Task prompt - In the records below, find every line that contains "Sefa" and list it.

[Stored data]
┏━━
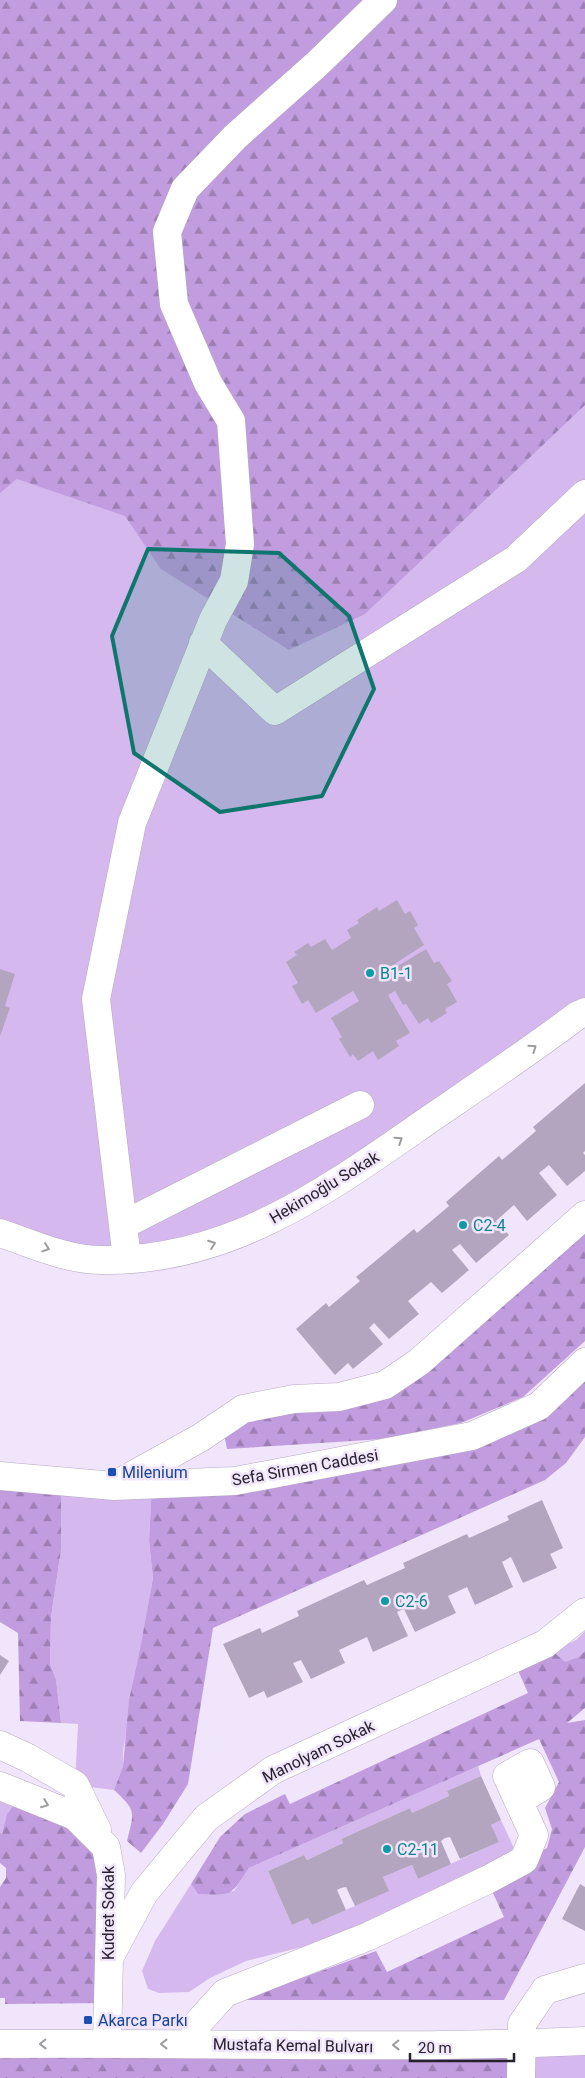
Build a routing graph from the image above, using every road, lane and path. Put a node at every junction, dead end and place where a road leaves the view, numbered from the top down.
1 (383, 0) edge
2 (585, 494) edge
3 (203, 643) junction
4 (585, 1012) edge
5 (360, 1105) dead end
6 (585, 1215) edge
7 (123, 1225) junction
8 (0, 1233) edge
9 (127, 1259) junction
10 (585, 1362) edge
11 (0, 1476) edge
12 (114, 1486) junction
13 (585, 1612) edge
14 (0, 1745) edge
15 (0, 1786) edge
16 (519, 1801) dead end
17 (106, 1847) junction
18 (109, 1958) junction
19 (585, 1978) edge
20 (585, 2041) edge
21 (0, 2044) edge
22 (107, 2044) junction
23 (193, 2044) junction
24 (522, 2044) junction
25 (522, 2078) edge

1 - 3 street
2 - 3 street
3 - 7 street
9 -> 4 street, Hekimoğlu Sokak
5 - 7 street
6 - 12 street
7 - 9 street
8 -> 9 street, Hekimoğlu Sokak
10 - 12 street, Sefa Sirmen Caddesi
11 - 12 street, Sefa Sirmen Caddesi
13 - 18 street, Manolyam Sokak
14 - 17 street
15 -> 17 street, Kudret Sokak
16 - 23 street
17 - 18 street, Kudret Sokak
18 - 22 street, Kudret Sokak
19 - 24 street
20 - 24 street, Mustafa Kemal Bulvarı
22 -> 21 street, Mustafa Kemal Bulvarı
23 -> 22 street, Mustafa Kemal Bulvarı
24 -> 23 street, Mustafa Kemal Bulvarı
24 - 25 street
┗━━
┏━━
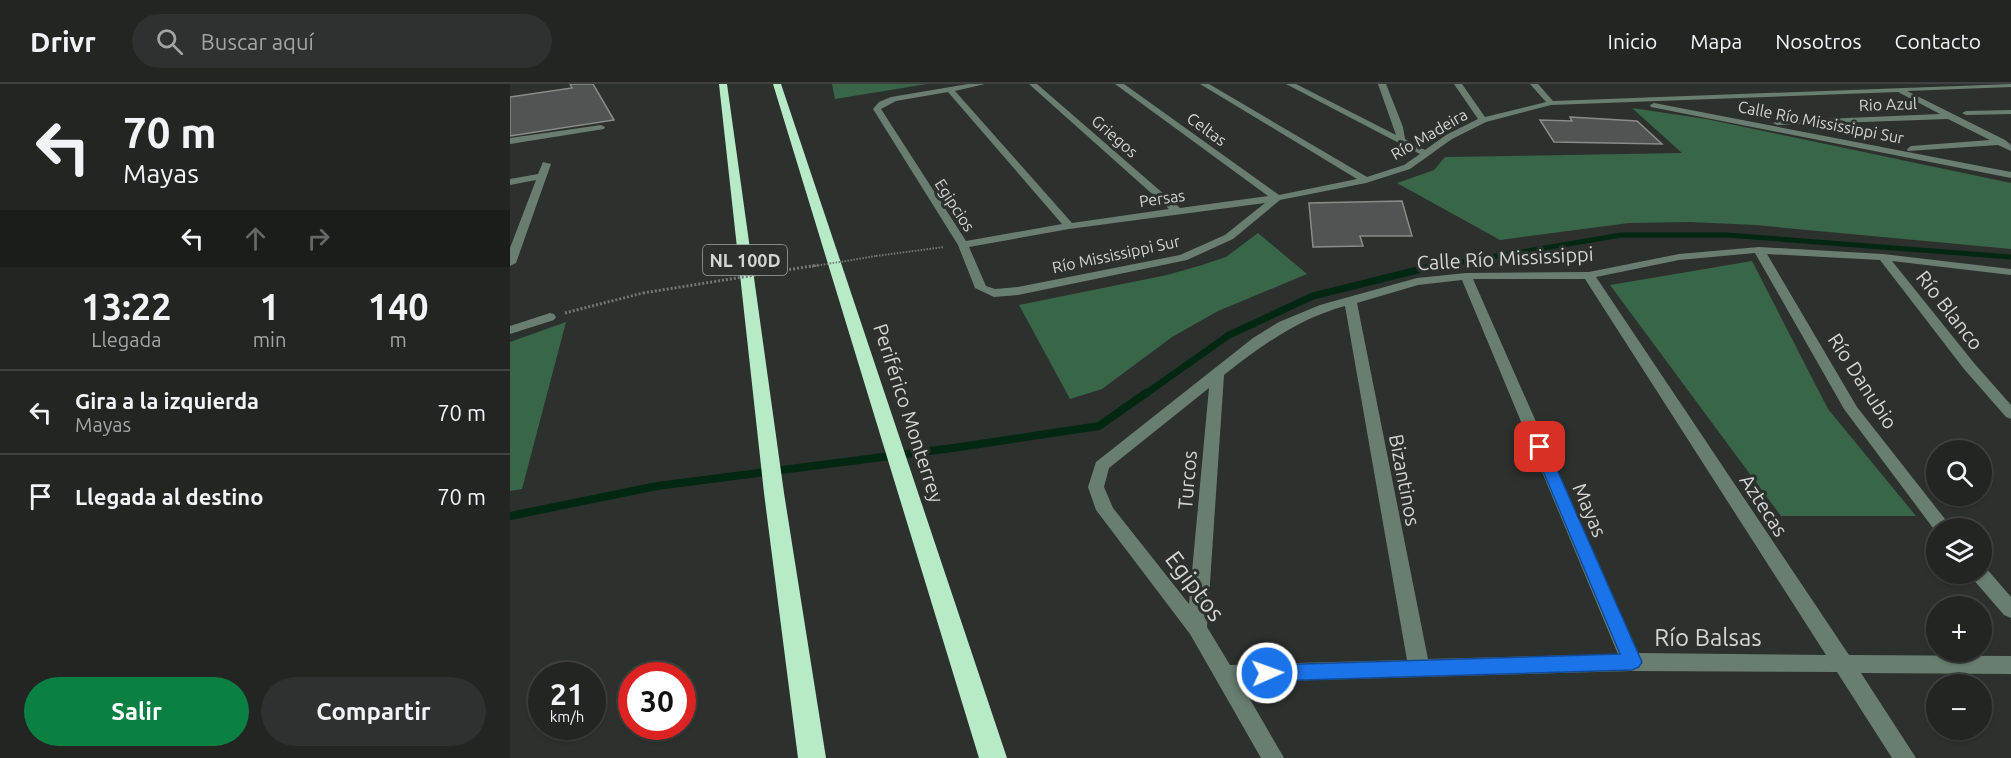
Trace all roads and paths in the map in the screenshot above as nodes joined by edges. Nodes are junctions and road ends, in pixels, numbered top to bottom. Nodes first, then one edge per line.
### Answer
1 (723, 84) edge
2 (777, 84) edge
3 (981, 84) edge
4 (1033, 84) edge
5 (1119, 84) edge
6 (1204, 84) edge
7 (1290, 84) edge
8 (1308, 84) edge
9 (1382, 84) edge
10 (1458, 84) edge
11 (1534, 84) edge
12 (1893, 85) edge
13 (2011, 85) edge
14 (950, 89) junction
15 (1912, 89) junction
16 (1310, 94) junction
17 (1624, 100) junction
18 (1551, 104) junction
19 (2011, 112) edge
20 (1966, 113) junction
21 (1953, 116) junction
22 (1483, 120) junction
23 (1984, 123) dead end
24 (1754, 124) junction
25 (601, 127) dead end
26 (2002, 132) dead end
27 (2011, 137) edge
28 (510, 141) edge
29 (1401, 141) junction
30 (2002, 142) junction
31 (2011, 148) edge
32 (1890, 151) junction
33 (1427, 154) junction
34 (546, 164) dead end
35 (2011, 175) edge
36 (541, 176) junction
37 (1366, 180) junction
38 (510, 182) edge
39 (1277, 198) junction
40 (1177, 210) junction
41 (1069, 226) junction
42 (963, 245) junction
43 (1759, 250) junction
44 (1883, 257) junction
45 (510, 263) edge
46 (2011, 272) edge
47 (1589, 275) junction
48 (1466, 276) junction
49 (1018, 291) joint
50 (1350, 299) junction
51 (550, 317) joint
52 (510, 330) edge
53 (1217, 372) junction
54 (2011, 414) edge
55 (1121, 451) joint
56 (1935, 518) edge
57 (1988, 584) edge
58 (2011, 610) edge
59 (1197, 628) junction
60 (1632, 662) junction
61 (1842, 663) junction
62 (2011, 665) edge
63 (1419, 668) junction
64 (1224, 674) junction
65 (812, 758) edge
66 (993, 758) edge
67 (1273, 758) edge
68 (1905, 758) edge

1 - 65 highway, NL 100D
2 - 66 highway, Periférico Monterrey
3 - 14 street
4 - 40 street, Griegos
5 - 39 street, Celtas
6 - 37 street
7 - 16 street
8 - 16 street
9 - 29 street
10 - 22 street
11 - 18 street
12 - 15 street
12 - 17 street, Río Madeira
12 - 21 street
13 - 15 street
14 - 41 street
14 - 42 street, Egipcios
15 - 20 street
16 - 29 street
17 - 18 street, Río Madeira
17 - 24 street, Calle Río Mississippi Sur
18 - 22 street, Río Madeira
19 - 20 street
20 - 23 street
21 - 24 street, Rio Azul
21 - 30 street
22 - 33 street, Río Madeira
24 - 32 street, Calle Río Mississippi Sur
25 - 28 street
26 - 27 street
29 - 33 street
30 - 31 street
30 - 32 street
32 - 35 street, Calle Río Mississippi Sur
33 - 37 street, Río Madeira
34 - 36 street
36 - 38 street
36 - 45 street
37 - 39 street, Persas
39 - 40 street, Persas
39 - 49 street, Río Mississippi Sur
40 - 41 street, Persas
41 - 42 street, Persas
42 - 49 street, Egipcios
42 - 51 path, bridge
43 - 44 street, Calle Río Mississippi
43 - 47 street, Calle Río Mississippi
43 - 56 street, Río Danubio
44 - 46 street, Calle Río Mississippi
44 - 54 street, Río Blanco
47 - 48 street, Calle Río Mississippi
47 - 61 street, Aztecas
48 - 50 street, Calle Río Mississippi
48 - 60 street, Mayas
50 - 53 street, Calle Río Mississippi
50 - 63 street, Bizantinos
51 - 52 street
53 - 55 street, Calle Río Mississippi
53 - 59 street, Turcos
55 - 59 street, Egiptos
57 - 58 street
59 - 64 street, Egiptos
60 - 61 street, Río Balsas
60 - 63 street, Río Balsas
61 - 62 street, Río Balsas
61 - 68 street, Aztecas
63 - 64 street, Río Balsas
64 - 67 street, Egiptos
┗━━
Response for this exercise -
10 - 12 street, Sefa Sirmen Caddesi
11 - 12 street, Sefa Sirmen Caddesi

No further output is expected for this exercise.